La señora Yang sufría epilepsia, lo que la convertía en despreciable a los ojos de su marido. A pesar de mostrarse siempre humilde, él la trataba como si fuera una basura, sin mostrar inquietud alguna por su salud. Durante años, le reprochó no haberle dado un hijo. Mi bisabuela sufrió una larga serie de abortos tras el nacimiento de mi abuela, hasta que, en 1917, nació una nueva criatura. Una vez más, era una niña.
Mi bisabuelo se mostraba obsesionado por la idea de tener el dinero suficiente como para disponer de concubinas. La «boda» le permitió ver cumplido este deseo, pues el general Xue obsequió a la familia con espléndidos presentes nupciales de los que fue él el principal beneficiario. Los regalos eran realmente magníficos, tal y como correspondía a la categoría del general.

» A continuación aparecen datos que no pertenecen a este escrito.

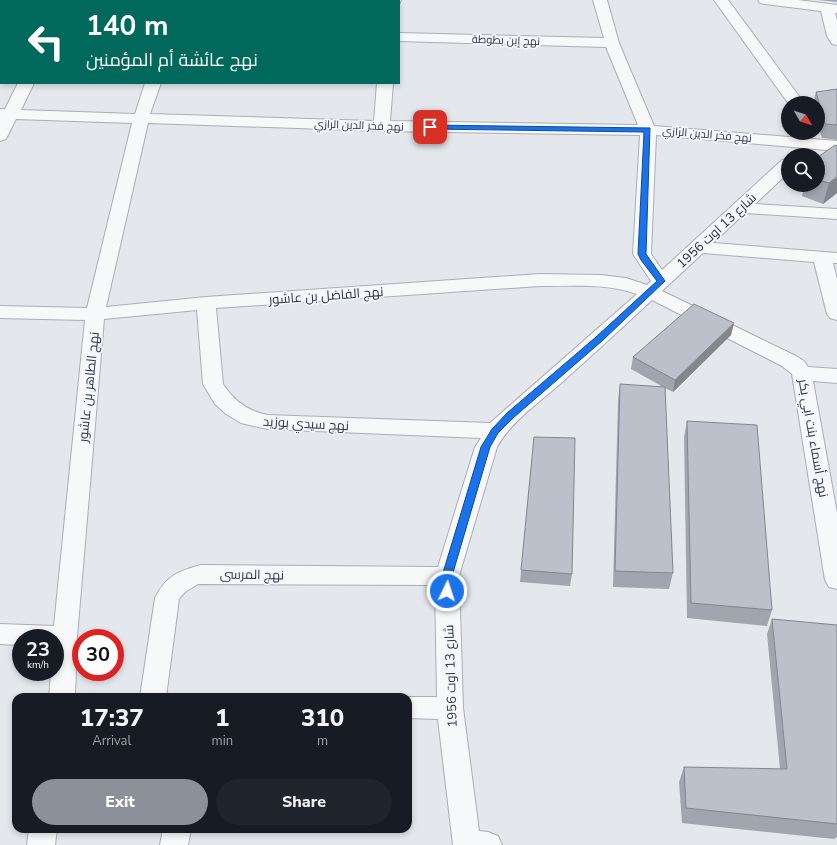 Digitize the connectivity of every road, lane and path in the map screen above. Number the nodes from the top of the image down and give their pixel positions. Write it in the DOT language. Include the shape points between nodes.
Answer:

El día de la boda, llevaron a casa de los Yang una silla de mano tapizada con un grueso tejido de seda bordada con brillantes colores. Junto a ella, acudió una procesión en la que se portaban letreros, estandartes y farolillos de seda decorados con doradas imágenes del fénix, el símbolo más grandioso para una mujer. De acuerdo con la tradición, la ceremonia nupcial tuvo lugar al atardecer, entre una multitud de faroles rojos que alumbraban el crepúsculo. Había una orquesta de tambores, címbalos y penetrantes instrumentos de viento que interpretaron alegres melodías. El ruido se consideraba parte esencial de una buena boda, ya que el silencio habría sugerido que el acontecimiento tenía algo de vergonzoso. Mi abuela apareció espléndidamente ataviada de brillantes bordados, con un velo de seda roja cubriendo su cabeza y su rostro. Ocho hombres la transportaron hasta su nueva casa en la silla de mano. En el interior de ésta hacía un calor sofocante y, discretamente, retiró la cortinilla unos pocos centímetros. Atisbando bajo el velo, se alegró de ver la gente que contemplaba la procesión desde la calle. Aquello era muy distinto a lo que hubiera podido esperar una simple concubina: apenas una pequeña silla de mano tapizada con algodón simple de un soso color índigo y transportada por dos o, cuando más, cuatro personas, todo ello sin procesiones ni música. La comitiva recorrió toda la población, visitando sus cuatro entradas, tal y como exigía el ritual completo, y exhibiendo los lujosos regalos en carretas y en grandes cestos de mimbre transportados a su paso. Una vez hubo sido exhibida por toda la ciudad, llegó por fin a su nuevo hogar, una residencia grande y elegante. Al verla, se sintió satisfecha. La pompa y la ceremonia le hacían sentir que había ganado prestigio y estima. Ninguno de los habitantes de Yixian recordaba haber visto un acontecimiento semejante.